## Exercise objective
What lines in the entries below contain the word "Nodes"? Copy all of them.

Source data:
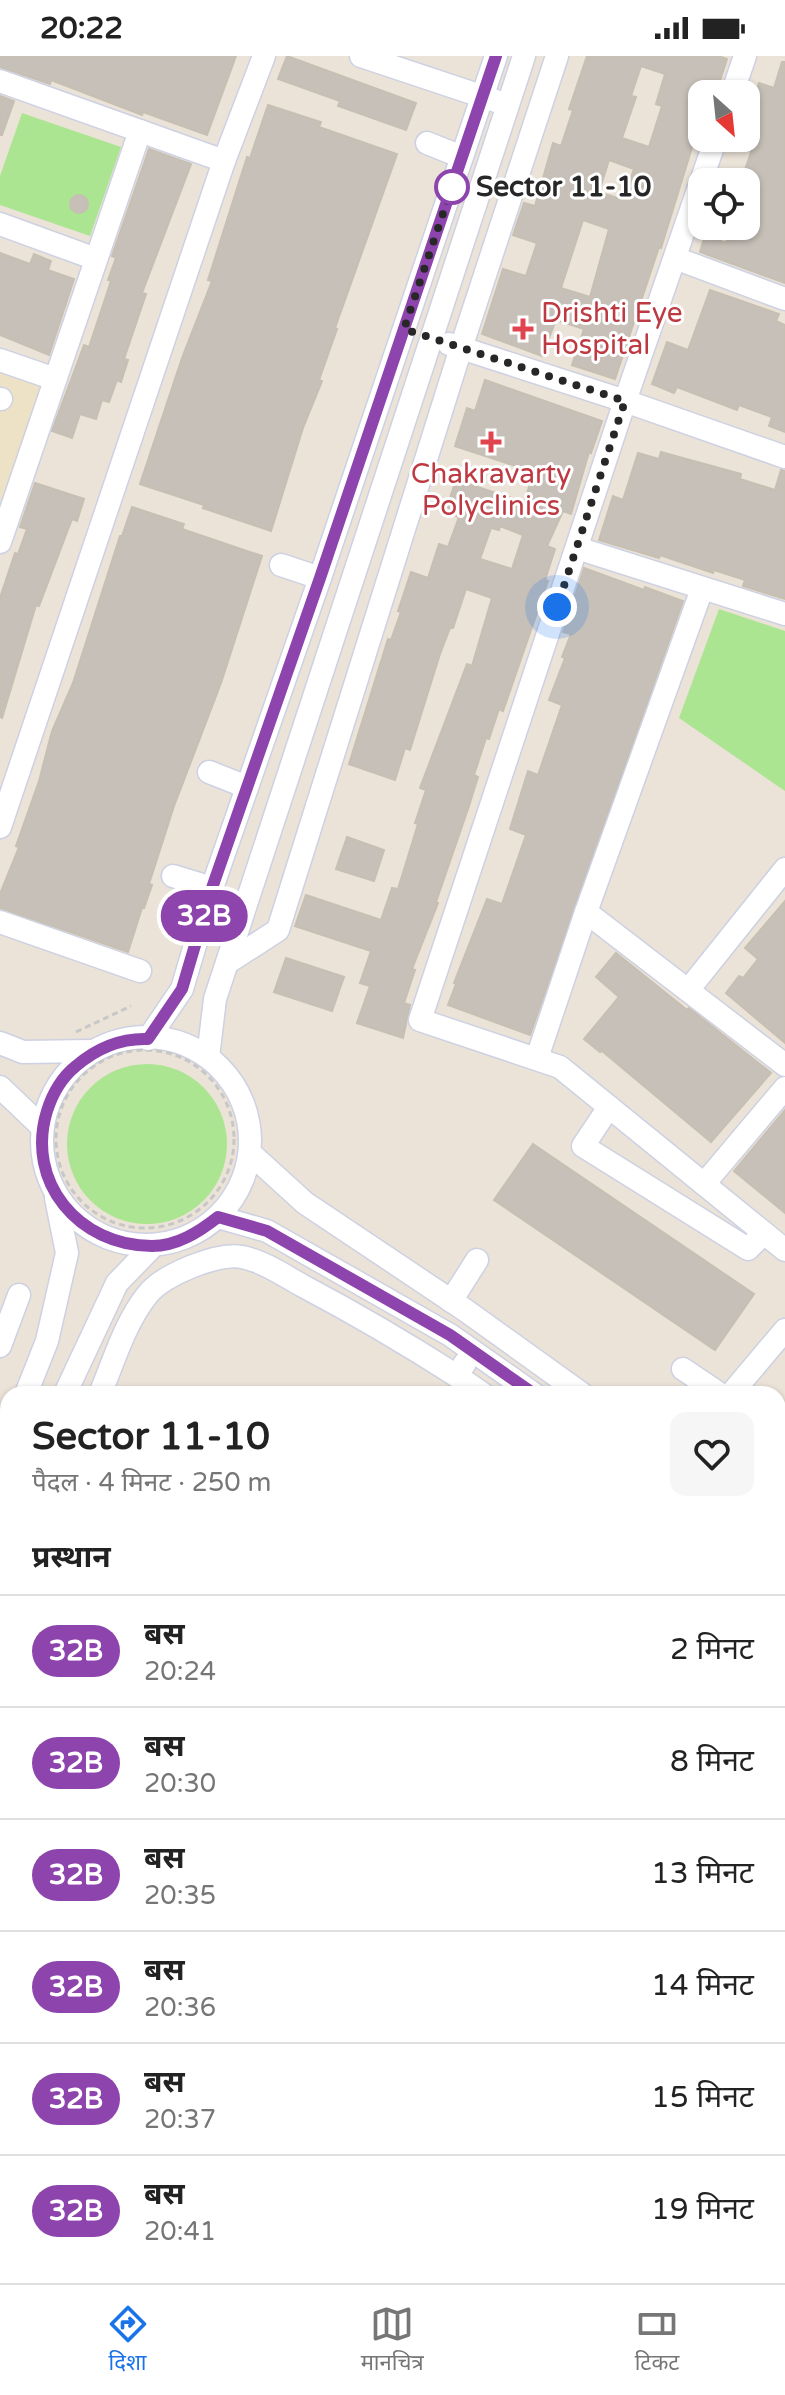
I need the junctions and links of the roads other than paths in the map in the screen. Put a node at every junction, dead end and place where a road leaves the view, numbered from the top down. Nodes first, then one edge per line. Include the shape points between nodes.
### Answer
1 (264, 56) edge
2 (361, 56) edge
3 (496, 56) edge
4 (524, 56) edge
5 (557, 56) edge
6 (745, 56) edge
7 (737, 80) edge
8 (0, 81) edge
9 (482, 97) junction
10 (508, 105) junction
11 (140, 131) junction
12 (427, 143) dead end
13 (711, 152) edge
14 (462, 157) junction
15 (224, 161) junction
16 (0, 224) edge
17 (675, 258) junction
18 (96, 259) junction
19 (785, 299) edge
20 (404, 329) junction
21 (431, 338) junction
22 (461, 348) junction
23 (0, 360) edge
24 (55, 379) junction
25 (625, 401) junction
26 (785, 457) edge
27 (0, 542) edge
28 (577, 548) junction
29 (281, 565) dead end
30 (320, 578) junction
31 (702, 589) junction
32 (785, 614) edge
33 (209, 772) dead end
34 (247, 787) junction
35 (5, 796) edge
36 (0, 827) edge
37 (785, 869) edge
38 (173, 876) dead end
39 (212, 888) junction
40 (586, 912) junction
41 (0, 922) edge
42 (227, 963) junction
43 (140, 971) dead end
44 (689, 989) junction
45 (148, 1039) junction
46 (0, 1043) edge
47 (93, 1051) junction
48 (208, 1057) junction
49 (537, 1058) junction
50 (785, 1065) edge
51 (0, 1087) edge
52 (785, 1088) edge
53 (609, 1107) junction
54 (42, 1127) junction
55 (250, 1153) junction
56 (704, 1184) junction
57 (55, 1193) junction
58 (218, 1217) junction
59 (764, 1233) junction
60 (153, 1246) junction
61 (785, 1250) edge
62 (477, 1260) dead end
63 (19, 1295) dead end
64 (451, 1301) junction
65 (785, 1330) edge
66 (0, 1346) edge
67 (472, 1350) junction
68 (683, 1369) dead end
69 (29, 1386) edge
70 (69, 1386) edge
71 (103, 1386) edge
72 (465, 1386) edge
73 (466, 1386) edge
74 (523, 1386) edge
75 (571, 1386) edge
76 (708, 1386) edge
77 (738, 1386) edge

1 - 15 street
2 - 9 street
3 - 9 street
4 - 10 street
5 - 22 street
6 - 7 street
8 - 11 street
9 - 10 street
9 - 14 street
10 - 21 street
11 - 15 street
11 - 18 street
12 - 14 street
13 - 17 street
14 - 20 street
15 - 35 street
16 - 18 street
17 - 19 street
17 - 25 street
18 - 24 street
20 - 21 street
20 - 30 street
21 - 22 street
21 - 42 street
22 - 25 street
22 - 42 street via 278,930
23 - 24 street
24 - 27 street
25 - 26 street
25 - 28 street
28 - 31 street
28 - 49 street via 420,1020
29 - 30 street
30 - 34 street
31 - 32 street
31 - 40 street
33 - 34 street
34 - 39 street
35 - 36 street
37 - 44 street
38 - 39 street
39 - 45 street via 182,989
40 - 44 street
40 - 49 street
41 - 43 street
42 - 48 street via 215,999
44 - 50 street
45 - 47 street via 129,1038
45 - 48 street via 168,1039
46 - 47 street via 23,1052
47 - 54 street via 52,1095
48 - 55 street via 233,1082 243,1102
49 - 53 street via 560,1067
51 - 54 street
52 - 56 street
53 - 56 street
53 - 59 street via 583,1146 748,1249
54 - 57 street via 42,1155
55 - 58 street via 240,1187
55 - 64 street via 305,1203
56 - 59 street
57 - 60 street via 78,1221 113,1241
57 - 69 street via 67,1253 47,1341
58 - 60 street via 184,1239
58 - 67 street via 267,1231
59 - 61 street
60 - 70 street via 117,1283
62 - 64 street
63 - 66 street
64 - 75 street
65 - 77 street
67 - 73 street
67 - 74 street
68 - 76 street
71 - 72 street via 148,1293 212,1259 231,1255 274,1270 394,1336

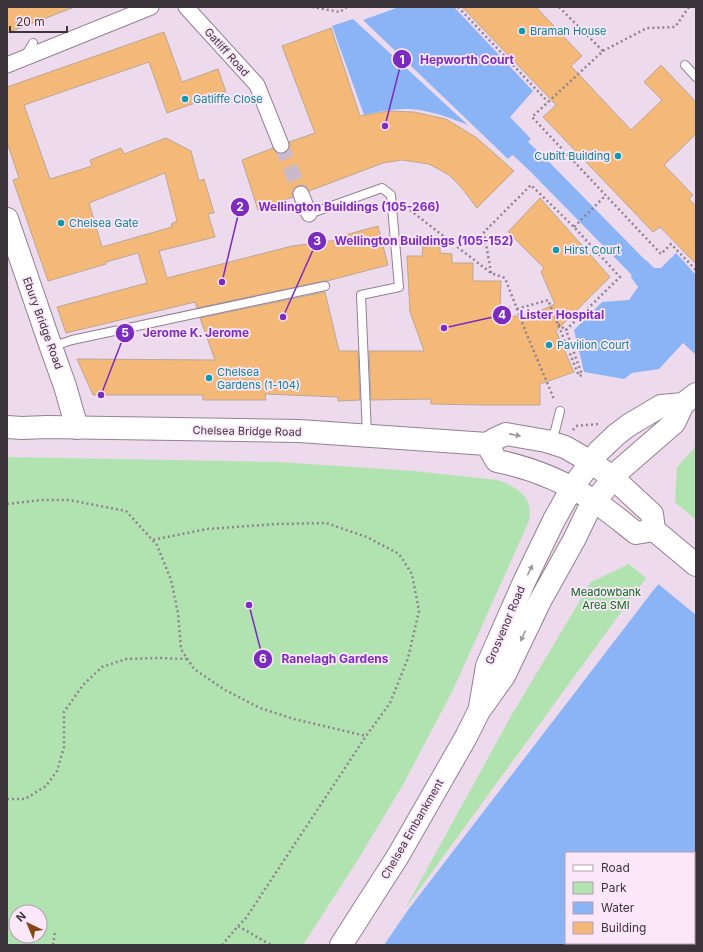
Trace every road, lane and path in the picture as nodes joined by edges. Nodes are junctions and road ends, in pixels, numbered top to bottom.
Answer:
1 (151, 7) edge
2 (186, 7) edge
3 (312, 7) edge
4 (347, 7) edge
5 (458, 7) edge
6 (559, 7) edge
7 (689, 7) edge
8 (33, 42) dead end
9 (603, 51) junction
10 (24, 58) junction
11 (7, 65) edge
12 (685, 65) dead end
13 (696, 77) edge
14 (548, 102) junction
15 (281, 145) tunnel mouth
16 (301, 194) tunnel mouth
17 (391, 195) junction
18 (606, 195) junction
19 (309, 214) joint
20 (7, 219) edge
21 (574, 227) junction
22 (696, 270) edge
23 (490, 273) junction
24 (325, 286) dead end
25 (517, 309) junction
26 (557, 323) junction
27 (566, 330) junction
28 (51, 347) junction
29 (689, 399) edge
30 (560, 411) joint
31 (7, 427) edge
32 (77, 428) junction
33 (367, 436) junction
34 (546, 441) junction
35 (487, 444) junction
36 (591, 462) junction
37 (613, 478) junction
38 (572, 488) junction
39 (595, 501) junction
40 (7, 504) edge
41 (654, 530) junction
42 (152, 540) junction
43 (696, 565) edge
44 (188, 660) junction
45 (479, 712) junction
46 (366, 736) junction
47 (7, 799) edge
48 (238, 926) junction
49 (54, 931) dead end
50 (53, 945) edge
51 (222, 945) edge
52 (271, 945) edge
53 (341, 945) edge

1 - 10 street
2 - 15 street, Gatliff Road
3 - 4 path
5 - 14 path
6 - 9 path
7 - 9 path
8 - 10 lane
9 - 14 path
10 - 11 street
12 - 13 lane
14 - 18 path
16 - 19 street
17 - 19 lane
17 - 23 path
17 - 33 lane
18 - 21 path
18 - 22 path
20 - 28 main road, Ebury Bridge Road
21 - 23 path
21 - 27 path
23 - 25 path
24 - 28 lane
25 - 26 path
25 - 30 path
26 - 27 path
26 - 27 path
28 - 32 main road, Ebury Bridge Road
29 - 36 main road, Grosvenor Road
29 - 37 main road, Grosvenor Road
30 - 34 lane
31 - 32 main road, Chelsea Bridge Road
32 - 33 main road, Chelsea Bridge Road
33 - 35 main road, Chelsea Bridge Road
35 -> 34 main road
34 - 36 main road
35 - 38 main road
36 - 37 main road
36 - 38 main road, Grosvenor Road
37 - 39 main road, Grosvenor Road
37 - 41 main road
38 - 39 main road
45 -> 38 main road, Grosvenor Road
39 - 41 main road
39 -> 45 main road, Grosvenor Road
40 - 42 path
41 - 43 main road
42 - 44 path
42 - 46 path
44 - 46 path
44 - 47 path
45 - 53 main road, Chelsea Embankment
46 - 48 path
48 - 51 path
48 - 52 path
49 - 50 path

## Result of this exercise
I need the junctions and links of the roads other than paths in the map in the screen. Put a node at every junction, dead end and place where a road leaves the view, numbered from the top down. Nodes first, then one edge per line. Include the shape points between nodes.
Trace every road, lane and path in the picture as nodes joined by edges. Nodes are junctions and road ends, in pixels, numbered top to bottom.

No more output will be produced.